Developing AI tools for developers by leveraging the data made openly available by OpenShift and Kubernetes CI platforms.
AIOps is a critical component of supporting any Open Hybrid Cloud infrastructure. As the systems we operate become larger and more complex, intelligent monitoring tools and response agents will become a necessity. In an effort to accelerate the development, access and reliability of these intelligent operations, we aim to provide access to an open community with open operations data and an open infrastructure for data scientists and DevOps engineers to collaborate.
One major component of the software development and operations workflow is Continuous Integration (CI), which involves running automated builds and tests of software before it is merged into a production code base. For example, if you are developing a container orchestration platform like Kubernetes or OpenShift, these are huge code bases with large builds and many tests that will produce a lot of data that can be difficult to parse if you are trying to figure out why a build is failing or why a certain set of tests aren’t passing.

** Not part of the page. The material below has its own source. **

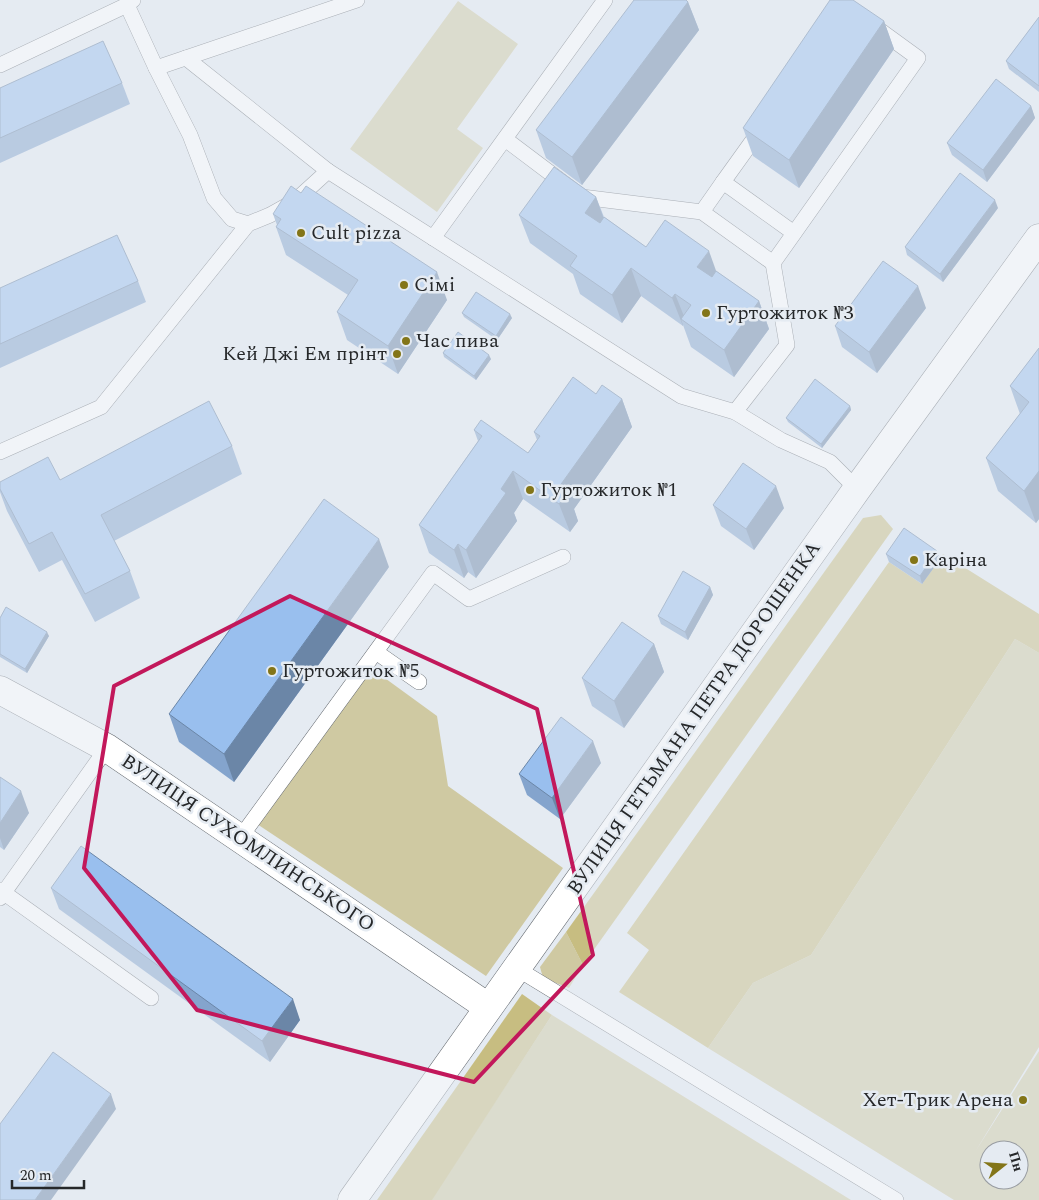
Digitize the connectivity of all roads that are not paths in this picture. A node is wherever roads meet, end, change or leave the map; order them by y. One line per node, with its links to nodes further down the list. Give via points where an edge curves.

OpenShift, Kubernetes and a few other platforms have made their CI data public. This is real world multimodal production operations data, a rarity for public data sets today. This presents a great starting point and a first initial area of investigation for the AIOps community to tackle. Our aim is to cultivate open source AIOps projects by developing, integrating and operating AI tools for CI by leveraging the open data that has been made available by OpenShift, Kubernetes and others.